Tabloid (United States, 2010)

July 20, 2011
A movie review by James Berardinelli
Tabloid Poster

Errol Morris may be unique among high profile, veteran documentary filmmakers in that his primary interest is in the people he interviews. His movies are real-life character studies not pseudo narratives, political rants, or "serious" examinations of "important" issues. Thus far, he has used his cinematic canvas to paint compelling portraits of the likes of Stephen Hawking, Fred A. Leuchter Jr. (a.k.a. "Mr. Death"), and Robert McNamara. He has turned his lens on the famous, the infamous, and the unknown. His latest subject is among his most fascinating: Joyce McKinney, an ex-beauty queen whose exploits during the late 1970s made her a British tabloid favorite. Using his interrotron (a device designed to put the viewer in the interviewer's place) to give a more intimate perspective of Joyce, Morris allows her voluptuous personality, bright smile, and ready wit to captivate.

Of course, as Rashomon showed, truth is an elusive thing and different people may have disparate interpretations of the same series of facts. Morris' goal with Tabloid is not to discredit or prove Joyce's version of events. He allows her to speak for herself then, to provide balance, gives weight to the opinions of other involved individuals and observers. The viewer is left with no clear indication of what really happened, but with a vibrant portrait of a compelling character. That's what Morris is after. Asking questions about the nature of truth are a secondary benefit.

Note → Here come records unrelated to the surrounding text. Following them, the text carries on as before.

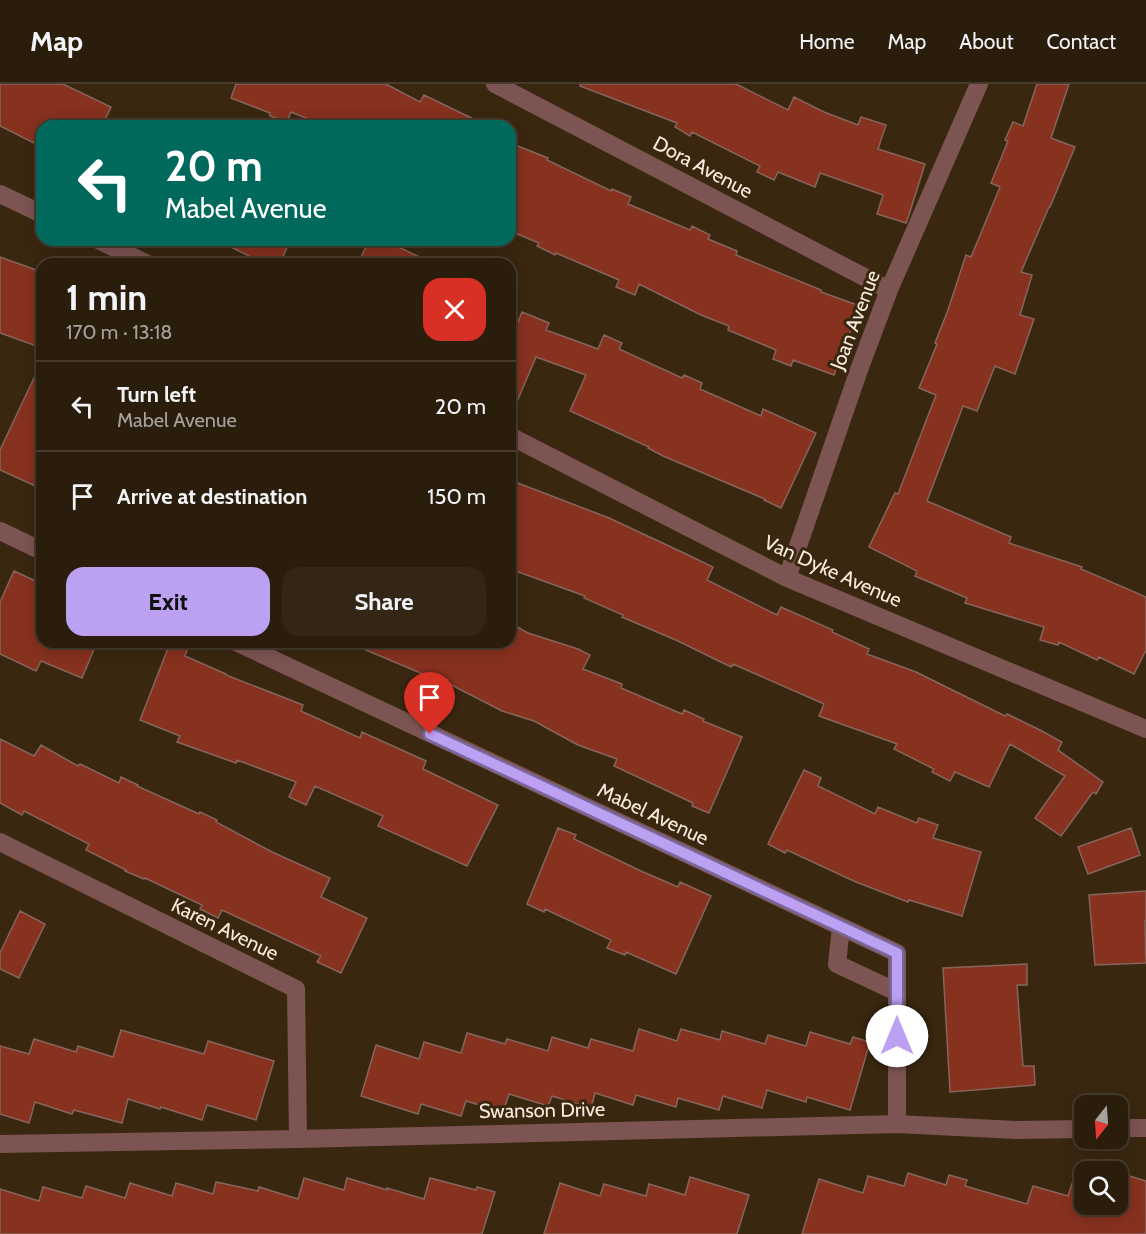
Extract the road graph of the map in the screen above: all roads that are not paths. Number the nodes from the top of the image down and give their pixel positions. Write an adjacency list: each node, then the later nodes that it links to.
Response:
1 (495, 84): 7 (street, Dora Avenue)
2 (979, 84): 7 (street, Joan Avenue)
3 (0, 194): 4 (street)
4 (36, 211)
5 (110, 246): 6 (street)
6 (136, 258)
7 (889, 290): 11 (street, Joan Avenue)
8 (516, 439): 11 (street, Van Dyke Avenue)
9 (0, 531): 10 (street)
10 (36, 547)
11 (787, 578): 13 (street, Van Dyke Avenue)
12 (249, 648): 15 (street, Mabel Avenue)
13 (1146, 729)
14 (0, 842): 21 (street, Karen Avenue)
15 (841, 927): 16 (street, Mabel Avenue); 16 (street)
16 (897, 992): 17 (street, Mabel Avenue)
17 (897, 1124): 20 (street, Swanson Drive); 21 (street, Swanson Drive)
18 (1128, 1128): 19 (street)
19 (1146, 1128)
20 (1074, 1129)
21 (298, 1139): 22 (street, Swanson Drive)
22 (0, 1144)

The story begins in 1977. Joyce, a former Miss Wyoming, fell in love with a nondescript Mormon named Kirk Anderson who claimed to reciprocate her affection. However, before they could be married (if marriage was ever his intention), he left on a missionary trip to the U.K. Joyce caught up with him there and (depending on who you believe) either convinced him to come away with her or kidnapped him. They spent three days in an isolated cabin having sex, with him apparently tied spread-eagle to a bed. Joyce claimed this was her method to "deprogram" the Mormon, to free him from the pernicious influence of the cult that had brainwashed him. The Law looked on it as something different. She was tried but jumped bail and fled to the United States before being sentenced. (The U.K. elected not to opt for extradition.) Details about her past - that she may have been a prostitute specializing in S&M and that she may have posed for hundreds of nude photos - leaked into the British tabloids. Then, years later, when her name had been forgotten, she re-entered the press when she paid $150,000 to have her dead dog "Booger" cloned. (She now has five "Boogers.")

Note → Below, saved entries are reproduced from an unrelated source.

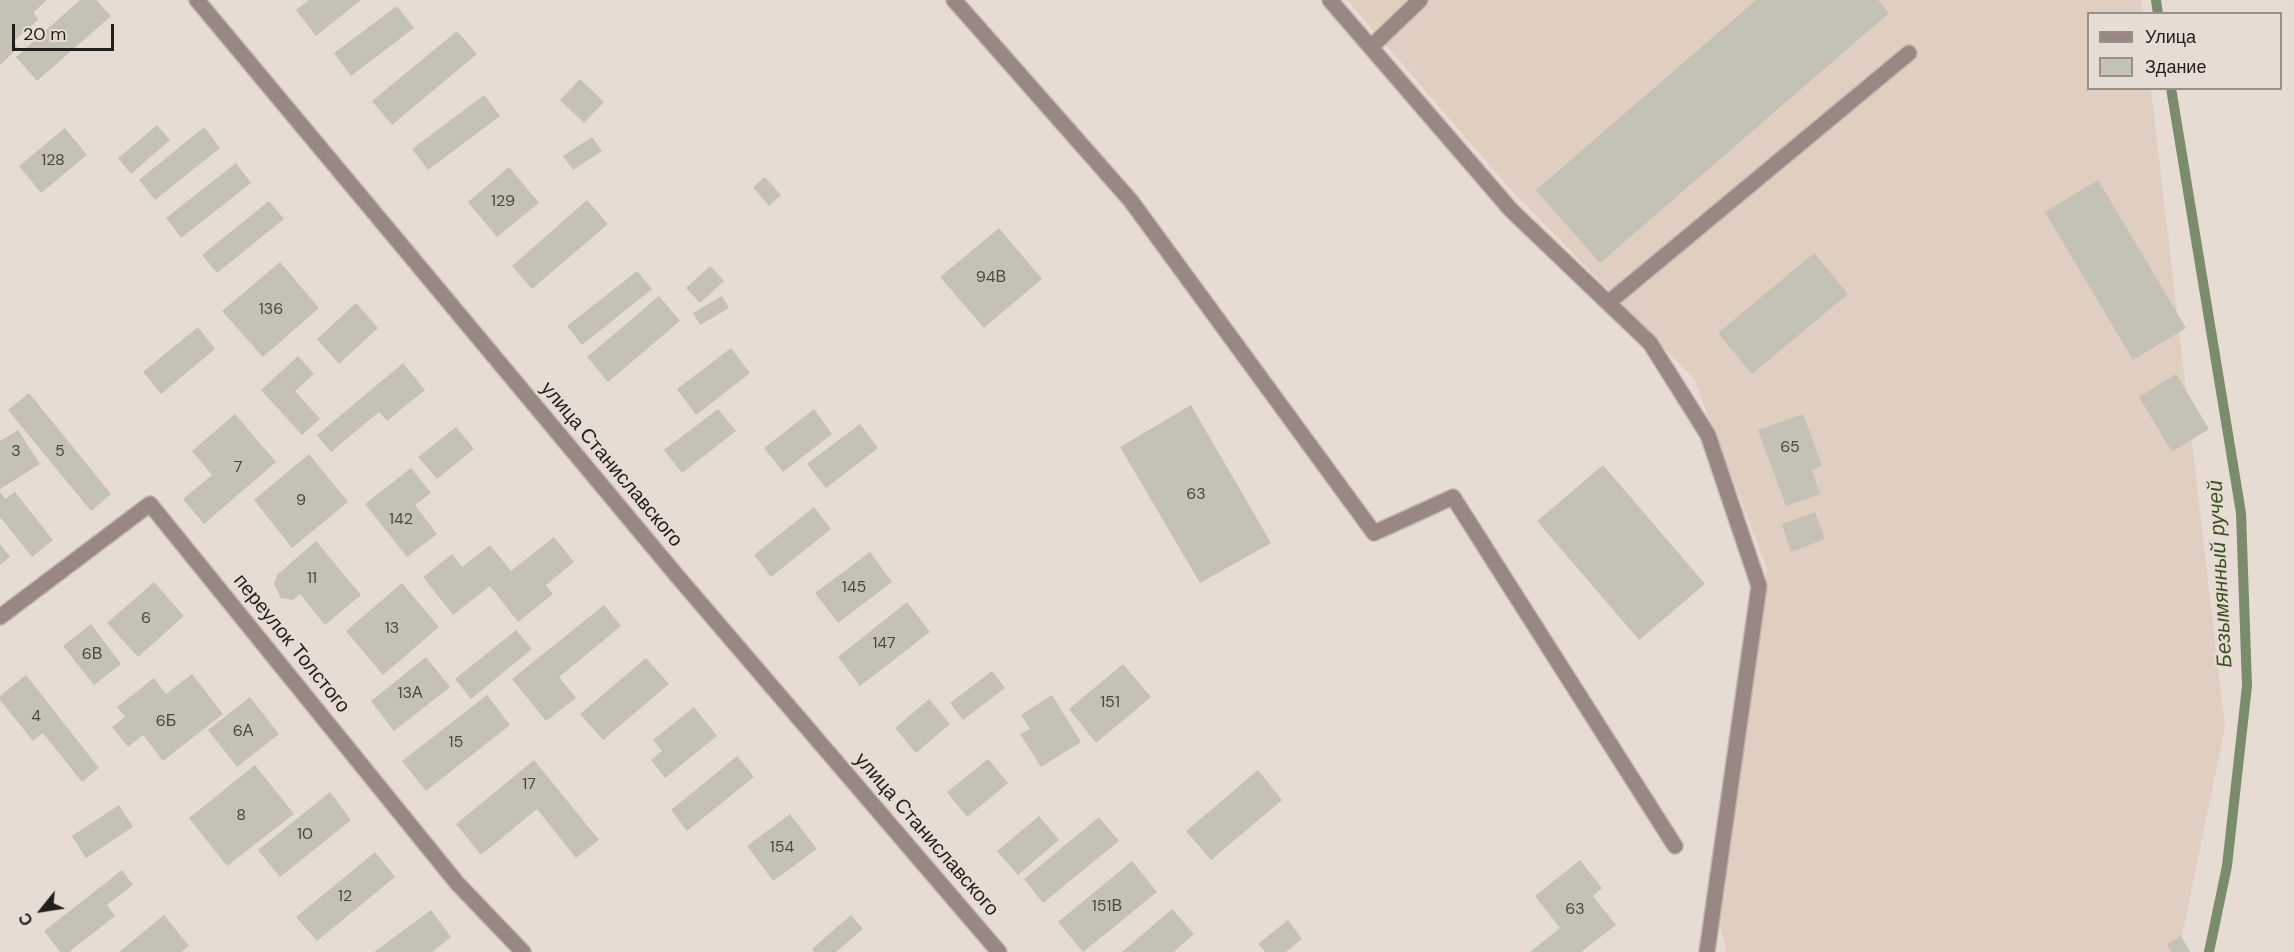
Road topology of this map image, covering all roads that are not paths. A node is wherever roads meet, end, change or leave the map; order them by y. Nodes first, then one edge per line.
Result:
1 (197, 0) edge
2 (954, 0) edge
3 (1330, 0) edge
4 (1420, 0) edge
5 (1371, 48) junction
6 (1909, 53) dead end
7 (1608, 303) junction
8 (0, 617) edge
9 (1675, 846) dead end
10 (523, 952) edge
11 (999, 952) edge
12 (1707, 952) edge

1 - 11 street, улица Станиславского
2 - 9 street
3 - 5 street
4 - 5 street
5 - 7 street
6 - 7 street
7 - 12 street
8 - 10 street, переулок Толстого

To hear Joyce tell it, everything she did was for love. The sex was consensual. The rumors of prostitution were untrue and the photos were fakes (her head pasted onto the naked body of another woman). And, as she stares into the interrotron and presents her case with an easy manner and a smiling face, we believe her. No one could possibly be this at ease and not be telling the truth, could they? Then we remember Rashomon and are forced to append to the truth: "as she sees it."

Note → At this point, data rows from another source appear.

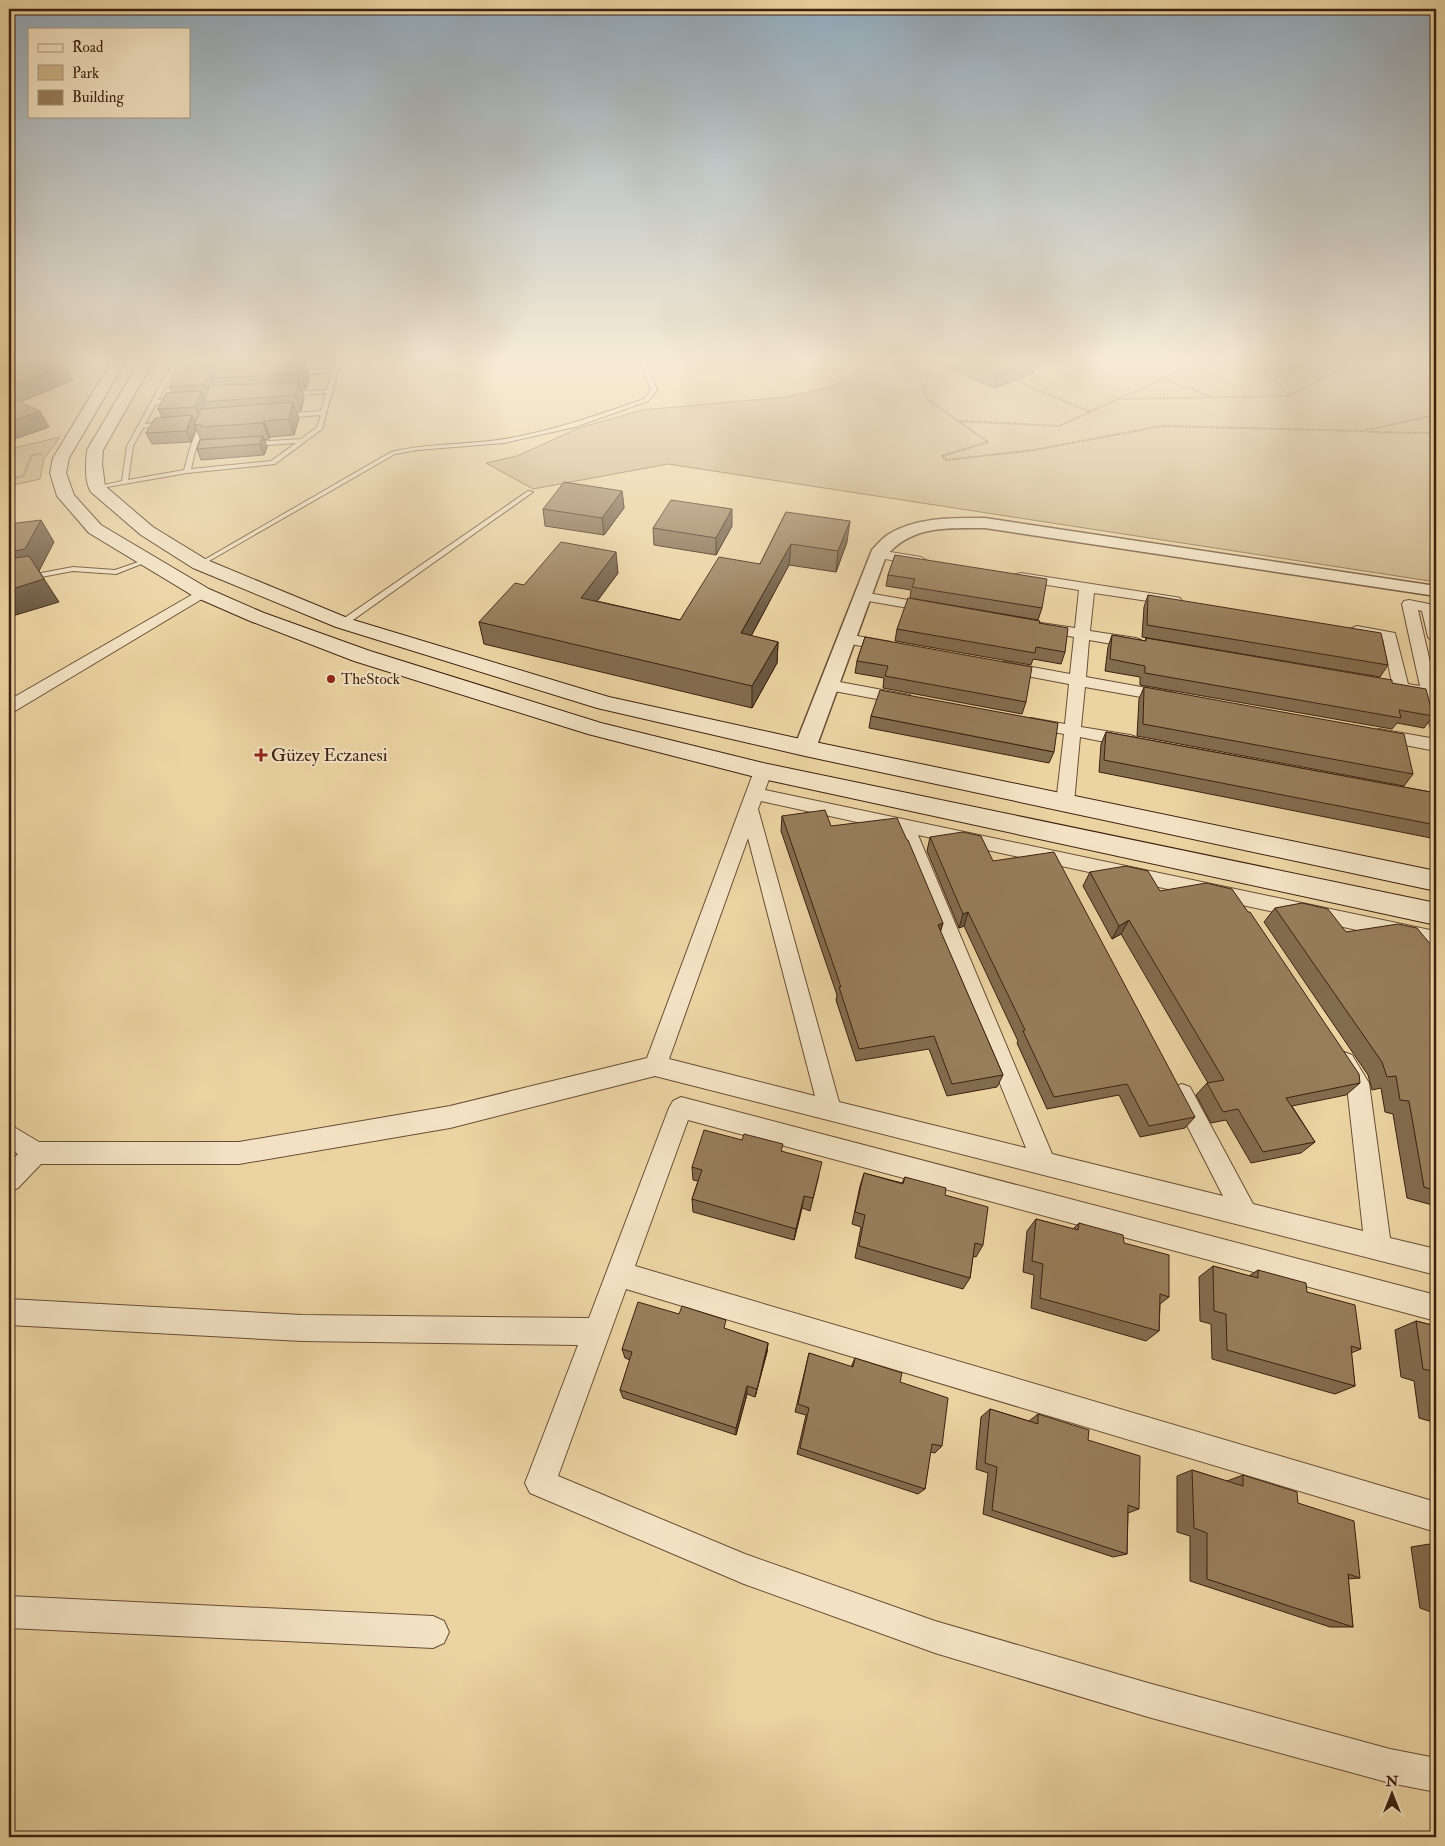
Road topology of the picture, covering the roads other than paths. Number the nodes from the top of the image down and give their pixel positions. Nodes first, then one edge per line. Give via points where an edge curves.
1 (66, 448) edge
2 (96, 448) edge
3 (130, 448) edge
4 (193, 448) edge
5 (294, 448) edge
6 (416, 448) edge
7 (187, 471) junction
8 (125, 482) junction
9 (97, 488) junction
10 (530, 492) dead end
11 (878, 554) junction
12 (146, 561) junction
13 (935, 563) edge
14 (200, 564) junction
15 (1011, 575) edge
16 (9, 581) edge
17 (1087, 587) junction
18 (1436, 591) edge
19 (202, 593) junction
20 (862, 596) junction
21 (1185, 603) edge
22 (948, 611) edge
23 (343, 623) junction
24 (1025, 624) edge
25 (1341, 628) edge
26 (1082, 634) junction
27 (1436, 637) edge
28 (846, 639) junction
29 (1150, 645) edge
30 (904, 649) edge
31 (991, 665) edge
32 (1077, 680) junction
33 (829, 685) junction
34 (1382, 685) edge
35 (1401, 688) junction
36 (1433, 693) edge
37 (1184, 700) edge
38 (917, 701) edge
39 (9, 707) edge
40 (1014, 720) edge
41 (1436, 722) edge
42 (1072, 730) junction
43 (1368, 733) edge
44 (1149, 745) edge
45 (1436, 745) edge
46 (805, 748) junction
47 (763, 771) junction
48 (752, 802) junction
49 (1065, 803) junction
50 (905, 826) junction
51 (1056, 858) junction
52 (1436, 881) edge
53 (1070, 884) edge
54 (1233, 895) junction
55 (1436, 914) edge
56 (1250, 920) edge
57 (1436, 948) edge
58 (1331, 1042) edge
59 (655, 1066) junction
60 (1172, 1075) edge
61 (830, 1110) junction
62 (9, 1135) edge
63 (36, 1153) junction
64 (1044, 1163) junction
65 (9, 1180) edge
66 (1245, 1214) junction
67 (1378, 1247) junction
68 (1436, 1262) edge
69 (619, 1274) junction
70 (1436, 1308) edge
71 (9, 1312) edge
72 (597, 1332) junction
73 (1436, 1517) edge
74 (9, 1612) edge
75 (433, 1632) dead end
76 (1436, 1775) edge

1 - 12 main road via 58,473 66,496 95,529
2 - 9 main road
3 - 8 lane
4 - 7 lane
5 - 7 lane via 273,464
6 - 14 lane via 394,454
7 - 8 lane
8 - 9 lane
9 - 14 main road via 147,531
10 - 23 lane
11 - 13 street
11 - 18 street via 894,537 932,525 985,523
11 - 20 street
12 - 16 lane via 116,572 73,569
12 - 19 main road
14 - 23 main road
15 - 17 street
17 - 21 street
17 - 26 street
19 - 39 street
19 - 47 main road via 362,656 596,729
20 - 22 street
20 - 28 street
23 - 46 main road via 605,703
24 - 26 street
25 - 35 street via 1390,636
26 - 29 street
26 - 32 street
27 - 36 street via 1429,608 1409,604
28 - 30 street
28 - 33 street
31 - 32 street
32 - 37 street
32 - 42 street
33 - 38 street
33 - 46 street
34 - 35 street
35 - 36 street
36 - 41 street
40 - 42 street
42 - 44 street
42 - 49 street
43 - 45 street
46 - 49 main road
47 - 48 street
47 - 55 main road
48 - 50 street
48 - 59 street
48 - 61 street
49 - 52 main road
50 - 51 street
50 - 64 street
51 - 53 street
51 - 54 street
54 - 56 street
54 - 57 street via 1428,937
58 - 67 street via 1358,1083
59 - 61 street
59 - 63 street via 450,1117 239,1153
60 - 66 street
61 - 64 street
62 - 63 street
63 - 65 street
64 - 66 street
66 - 67 street
67 - 68 street
69 - 70 street via 681,1108
69 - 72 street
69 - 73 street
71 - 72 street via 302,1328
72 - 76 street via 540,1483 744,1569 935,1637 1157,1702 1390,1766
74 - 75 street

Morris dutifully provides other perspectives of the events, including that of a private pilot who flew Joyce to London in 1977 and that of a tabloid reporter who conducted an exclusive interview with her after her flight from England. There is general agreement regarding most of the facts, but the differences come in the interpretations. Joyce's kidnapped Mormon refused Morris' request to be interviewed and her mysterious accomplice on the 1977 escapade died in 2004 and was therefore unable to provide his point-of-view.

The movie's title is Tabloid, but it pays no more than cursory lip-service to the feeding frenzy of the paparazzi that the Joyce McKinney story engendered. The movie is not about the deceptive and immoral tactics of such publications when there are sordid secrets to be uncovered. Joyce demonizes the tabloids, and our natural distrust of such "rags" (despite the fact that everyone seems to read them) makes us sympathetic to her position. But on more than one occasion, we are forced to wonder whether she doth protest too much.

The lack of an unambiguous narrative does little to detract from Tabloid's ability to arrest the attention, and that's because the "Case of the Manacled Mormon" is only the means by which we are provided with a portal into Joyce's reality. Since a meticulous, third-person tally of events is not possible, Morris gives us what he can and allows us to draw our own conclusions. The film arrives in theaters at a propitious time with the ambiguity of the Casey Anthony trial swirling at the same time that the rotten underbelly of Rupert Murdoch's U.K. tabloid empire has been exposed.

Unlike many of his contemporaries, Morris is not a stylish documentarian. He's old-school, preferring talking head interviews to splashy visuals and expensive dramatic recreations. Someone like Joyce, however, is so lively and compelling that viewers are not apt to lose interest or become distracted during the 90 minutes when her story is being told. The humor - and there's enough of it that Tabloid could be categorized as a comedy - is unforced, arising as it does out of these truth-is-stranger-than-fiction circumstances. Joyce is all the razzle-dazzle Morris needs to make Tabloid a compulsively watchable motion picture.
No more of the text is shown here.